◆ **WORK TASK**
Within the records, say how many lines include the word "Painted"; the answer should be the number and no more.

········

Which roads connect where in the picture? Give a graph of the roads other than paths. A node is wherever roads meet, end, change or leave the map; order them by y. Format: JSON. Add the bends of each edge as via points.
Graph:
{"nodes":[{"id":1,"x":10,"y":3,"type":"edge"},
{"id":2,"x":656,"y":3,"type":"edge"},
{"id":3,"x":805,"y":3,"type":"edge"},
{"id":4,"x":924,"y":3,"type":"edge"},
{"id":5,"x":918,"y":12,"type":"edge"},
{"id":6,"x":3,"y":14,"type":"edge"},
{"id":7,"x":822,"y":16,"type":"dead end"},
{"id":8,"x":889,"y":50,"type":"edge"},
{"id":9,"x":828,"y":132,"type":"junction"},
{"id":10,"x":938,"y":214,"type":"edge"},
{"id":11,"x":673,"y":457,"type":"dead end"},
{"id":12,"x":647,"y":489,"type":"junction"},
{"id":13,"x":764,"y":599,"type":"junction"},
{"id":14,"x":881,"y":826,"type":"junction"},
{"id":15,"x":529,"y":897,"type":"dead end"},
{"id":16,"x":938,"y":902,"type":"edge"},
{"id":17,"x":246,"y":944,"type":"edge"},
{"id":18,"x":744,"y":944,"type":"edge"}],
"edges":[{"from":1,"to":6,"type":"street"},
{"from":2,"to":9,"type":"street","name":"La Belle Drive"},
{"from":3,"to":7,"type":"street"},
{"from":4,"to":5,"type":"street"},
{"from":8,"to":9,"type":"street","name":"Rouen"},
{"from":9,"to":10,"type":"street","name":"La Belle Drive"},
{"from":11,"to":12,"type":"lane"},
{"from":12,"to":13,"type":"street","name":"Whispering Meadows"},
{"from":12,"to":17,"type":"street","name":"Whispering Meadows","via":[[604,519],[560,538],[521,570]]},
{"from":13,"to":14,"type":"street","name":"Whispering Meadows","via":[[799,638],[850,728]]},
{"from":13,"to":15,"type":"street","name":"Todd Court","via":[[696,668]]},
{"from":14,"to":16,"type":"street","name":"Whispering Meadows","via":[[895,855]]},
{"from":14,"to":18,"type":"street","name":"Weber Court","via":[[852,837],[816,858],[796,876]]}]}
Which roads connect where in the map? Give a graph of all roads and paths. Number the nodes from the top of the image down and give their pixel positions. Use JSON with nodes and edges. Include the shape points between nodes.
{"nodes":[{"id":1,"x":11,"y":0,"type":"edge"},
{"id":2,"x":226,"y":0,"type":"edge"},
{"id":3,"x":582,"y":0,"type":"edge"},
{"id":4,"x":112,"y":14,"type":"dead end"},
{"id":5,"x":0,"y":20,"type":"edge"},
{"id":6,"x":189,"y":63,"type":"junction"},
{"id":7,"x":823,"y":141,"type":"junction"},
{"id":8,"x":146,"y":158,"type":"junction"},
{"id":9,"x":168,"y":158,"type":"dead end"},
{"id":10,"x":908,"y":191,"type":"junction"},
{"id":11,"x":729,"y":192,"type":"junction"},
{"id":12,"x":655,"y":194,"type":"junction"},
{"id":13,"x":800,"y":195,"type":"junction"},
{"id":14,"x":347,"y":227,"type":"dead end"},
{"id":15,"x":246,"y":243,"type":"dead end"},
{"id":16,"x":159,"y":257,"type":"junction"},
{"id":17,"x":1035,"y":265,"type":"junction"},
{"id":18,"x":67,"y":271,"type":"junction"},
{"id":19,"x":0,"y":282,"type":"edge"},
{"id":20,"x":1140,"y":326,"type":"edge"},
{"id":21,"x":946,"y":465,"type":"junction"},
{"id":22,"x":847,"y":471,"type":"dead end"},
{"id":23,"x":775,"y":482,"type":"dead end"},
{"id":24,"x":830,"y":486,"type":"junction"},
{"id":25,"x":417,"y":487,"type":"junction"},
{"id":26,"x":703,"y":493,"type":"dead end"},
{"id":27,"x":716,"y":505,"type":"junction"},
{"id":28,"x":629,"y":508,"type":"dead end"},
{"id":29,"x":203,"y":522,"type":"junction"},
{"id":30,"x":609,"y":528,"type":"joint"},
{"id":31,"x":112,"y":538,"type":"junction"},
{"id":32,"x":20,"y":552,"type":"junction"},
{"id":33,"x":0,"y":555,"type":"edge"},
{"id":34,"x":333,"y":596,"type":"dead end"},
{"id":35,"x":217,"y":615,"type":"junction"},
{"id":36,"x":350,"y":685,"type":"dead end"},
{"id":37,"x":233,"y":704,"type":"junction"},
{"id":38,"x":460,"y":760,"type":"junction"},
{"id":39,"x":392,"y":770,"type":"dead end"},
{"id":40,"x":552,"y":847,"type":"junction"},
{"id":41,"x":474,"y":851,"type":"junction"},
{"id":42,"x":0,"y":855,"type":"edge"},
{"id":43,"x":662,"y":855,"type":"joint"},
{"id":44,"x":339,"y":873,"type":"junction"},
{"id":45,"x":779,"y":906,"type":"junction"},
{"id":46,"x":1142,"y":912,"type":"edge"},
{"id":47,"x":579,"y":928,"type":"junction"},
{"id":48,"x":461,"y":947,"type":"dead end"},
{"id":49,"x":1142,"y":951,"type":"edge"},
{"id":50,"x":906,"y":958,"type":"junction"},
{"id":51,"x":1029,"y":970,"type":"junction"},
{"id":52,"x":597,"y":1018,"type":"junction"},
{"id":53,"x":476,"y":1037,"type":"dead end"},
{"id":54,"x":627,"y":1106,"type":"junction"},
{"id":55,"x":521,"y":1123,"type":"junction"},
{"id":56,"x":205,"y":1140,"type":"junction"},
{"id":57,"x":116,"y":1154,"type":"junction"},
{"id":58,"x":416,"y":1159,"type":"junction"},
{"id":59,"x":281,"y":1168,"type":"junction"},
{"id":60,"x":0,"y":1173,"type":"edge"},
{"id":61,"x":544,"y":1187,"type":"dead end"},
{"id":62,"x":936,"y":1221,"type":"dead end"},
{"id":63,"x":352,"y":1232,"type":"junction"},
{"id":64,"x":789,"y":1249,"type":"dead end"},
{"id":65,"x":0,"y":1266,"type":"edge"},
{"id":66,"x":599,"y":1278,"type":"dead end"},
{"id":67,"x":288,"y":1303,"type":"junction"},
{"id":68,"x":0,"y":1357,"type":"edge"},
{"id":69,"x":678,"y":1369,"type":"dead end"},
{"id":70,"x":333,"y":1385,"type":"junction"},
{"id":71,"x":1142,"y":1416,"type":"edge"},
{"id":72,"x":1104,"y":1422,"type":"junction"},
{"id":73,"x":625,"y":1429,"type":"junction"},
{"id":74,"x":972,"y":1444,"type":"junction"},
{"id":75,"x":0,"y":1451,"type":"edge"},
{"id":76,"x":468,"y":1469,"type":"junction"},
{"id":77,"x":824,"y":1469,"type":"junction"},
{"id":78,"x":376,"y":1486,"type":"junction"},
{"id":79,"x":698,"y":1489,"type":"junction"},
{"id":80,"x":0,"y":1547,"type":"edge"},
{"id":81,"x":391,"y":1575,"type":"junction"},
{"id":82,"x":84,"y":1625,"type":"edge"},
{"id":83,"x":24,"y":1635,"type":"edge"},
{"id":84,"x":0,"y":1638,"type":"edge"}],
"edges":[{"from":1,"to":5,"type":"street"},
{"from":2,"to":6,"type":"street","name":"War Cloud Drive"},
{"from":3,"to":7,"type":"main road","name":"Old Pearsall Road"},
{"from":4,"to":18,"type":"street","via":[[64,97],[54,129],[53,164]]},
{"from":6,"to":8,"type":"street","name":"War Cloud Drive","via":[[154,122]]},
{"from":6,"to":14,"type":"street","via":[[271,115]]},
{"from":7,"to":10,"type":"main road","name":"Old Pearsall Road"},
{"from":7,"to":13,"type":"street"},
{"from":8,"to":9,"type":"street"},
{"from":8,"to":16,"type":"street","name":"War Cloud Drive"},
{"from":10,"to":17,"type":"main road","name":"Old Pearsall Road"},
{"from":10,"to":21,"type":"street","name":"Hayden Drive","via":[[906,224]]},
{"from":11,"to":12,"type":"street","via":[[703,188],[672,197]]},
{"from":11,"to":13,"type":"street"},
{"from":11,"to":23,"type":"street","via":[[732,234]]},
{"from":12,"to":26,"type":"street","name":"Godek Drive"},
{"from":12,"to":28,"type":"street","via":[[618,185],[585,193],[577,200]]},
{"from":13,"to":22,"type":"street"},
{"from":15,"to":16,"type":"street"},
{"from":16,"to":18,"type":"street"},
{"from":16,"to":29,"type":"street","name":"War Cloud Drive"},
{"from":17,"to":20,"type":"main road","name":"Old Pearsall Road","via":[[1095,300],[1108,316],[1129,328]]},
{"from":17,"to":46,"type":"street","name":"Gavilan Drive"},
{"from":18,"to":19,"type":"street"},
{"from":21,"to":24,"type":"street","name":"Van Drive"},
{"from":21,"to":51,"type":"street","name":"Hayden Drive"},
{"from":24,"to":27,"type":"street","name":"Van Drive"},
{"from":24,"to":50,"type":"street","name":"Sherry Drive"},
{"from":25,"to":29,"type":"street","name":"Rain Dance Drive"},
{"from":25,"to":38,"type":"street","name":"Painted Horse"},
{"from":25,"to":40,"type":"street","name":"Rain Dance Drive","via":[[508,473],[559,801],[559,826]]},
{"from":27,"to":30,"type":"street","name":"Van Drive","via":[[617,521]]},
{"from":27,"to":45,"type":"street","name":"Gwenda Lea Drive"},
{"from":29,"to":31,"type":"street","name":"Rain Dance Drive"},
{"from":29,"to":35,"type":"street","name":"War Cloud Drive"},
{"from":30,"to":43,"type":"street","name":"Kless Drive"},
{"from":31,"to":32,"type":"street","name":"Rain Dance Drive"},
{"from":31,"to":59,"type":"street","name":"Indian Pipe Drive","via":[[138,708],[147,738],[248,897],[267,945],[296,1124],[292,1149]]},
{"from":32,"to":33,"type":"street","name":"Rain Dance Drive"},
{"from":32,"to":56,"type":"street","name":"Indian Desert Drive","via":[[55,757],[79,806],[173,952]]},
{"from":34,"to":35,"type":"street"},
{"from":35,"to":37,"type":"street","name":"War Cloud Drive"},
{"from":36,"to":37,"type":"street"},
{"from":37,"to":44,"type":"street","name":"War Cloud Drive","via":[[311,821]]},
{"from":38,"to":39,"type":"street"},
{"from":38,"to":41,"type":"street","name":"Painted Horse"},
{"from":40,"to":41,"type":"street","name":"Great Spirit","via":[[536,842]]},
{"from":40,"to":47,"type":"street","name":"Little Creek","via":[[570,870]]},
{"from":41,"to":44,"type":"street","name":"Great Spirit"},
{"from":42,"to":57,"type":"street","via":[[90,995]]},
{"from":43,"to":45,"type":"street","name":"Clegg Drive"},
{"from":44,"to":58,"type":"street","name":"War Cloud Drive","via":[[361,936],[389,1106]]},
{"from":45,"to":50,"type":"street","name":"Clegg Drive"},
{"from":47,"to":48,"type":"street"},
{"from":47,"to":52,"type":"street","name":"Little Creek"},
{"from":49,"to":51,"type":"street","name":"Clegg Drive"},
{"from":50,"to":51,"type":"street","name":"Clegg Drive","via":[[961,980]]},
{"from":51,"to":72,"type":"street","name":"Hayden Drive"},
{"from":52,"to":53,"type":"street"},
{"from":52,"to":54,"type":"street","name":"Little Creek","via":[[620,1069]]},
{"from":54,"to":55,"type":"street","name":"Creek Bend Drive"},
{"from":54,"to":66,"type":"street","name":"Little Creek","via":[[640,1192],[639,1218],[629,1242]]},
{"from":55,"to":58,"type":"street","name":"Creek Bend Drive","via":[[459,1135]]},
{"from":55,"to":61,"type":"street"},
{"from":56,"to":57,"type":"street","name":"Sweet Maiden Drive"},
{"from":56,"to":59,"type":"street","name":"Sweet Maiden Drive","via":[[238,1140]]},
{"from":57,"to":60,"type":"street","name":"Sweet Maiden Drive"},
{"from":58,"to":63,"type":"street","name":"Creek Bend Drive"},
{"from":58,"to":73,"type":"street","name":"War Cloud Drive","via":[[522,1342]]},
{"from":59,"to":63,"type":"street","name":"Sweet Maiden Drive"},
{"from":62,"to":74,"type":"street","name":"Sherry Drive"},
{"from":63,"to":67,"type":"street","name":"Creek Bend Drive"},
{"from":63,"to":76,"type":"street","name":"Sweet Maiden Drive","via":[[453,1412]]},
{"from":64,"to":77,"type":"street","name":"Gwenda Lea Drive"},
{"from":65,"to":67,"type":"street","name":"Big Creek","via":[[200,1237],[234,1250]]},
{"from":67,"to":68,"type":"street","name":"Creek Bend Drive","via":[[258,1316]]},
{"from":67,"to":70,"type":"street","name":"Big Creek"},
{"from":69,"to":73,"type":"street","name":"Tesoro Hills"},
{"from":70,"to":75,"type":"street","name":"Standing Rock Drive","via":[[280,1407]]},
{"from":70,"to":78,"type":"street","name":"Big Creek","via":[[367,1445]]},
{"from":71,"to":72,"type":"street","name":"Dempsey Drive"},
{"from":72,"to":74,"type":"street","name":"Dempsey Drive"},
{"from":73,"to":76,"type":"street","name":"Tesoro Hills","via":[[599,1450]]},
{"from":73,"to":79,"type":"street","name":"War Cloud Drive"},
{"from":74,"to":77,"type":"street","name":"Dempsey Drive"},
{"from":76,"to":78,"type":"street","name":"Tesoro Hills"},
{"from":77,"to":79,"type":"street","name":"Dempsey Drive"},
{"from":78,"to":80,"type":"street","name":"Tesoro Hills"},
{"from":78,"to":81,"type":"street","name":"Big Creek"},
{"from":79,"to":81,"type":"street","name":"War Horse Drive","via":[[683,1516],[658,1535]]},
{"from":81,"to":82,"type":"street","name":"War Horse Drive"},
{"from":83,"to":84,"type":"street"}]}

········

◆ **RESPONSE TO THE EXERCISE**
2